Items listed in a dataset >>
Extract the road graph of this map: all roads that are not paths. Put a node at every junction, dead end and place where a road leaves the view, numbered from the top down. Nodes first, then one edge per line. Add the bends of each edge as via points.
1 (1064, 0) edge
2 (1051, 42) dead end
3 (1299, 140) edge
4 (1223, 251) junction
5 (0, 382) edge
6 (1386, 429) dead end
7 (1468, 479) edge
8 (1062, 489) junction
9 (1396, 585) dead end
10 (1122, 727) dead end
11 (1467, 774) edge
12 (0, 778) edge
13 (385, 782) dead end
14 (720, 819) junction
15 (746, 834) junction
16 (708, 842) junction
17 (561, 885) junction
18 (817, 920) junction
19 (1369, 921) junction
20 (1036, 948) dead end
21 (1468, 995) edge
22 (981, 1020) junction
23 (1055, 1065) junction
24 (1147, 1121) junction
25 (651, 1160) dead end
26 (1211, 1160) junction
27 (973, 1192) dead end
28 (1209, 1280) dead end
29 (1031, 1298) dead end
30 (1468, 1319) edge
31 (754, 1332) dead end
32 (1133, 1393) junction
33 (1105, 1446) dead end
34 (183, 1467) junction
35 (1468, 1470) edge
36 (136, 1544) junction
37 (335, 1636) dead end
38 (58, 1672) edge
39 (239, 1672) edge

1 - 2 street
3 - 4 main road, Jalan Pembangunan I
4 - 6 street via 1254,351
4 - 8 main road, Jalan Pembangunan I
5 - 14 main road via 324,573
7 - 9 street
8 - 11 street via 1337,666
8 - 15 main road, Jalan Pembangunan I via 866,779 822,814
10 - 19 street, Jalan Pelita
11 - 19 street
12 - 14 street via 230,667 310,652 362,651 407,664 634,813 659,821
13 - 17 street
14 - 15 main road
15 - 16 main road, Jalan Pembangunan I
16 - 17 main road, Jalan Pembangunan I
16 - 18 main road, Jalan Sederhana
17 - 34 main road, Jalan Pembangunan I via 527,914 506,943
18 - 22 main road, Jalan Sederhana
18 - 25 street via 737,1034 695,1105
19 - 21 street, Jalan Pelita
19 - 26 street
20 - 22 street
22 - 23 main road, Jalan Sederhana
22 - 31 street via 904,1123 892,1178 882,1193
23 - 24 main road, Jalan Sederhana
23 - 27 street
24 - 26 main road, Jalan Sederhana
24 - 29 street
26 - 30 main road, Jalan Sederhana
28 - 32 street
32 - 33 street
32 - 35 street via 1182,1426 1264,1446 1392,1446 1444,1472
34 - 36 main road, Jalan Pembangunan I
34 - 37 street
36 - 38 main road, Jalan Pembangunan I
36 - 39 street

TASK TO CARRY OUT >> Show all lines above holding the word "Sederhana".

YOUR SOLUTION >>
16 - 18 main road, Jalan Sederhana
18 - 22 main road, Jalan Sederhana
22 - 23 main road, Jalan Sederhana
23 - 24 main road, Jalan Sederhana
24 - 26 main road, Jalan Sederhana
26 - 30 main road, Jalan Sederhana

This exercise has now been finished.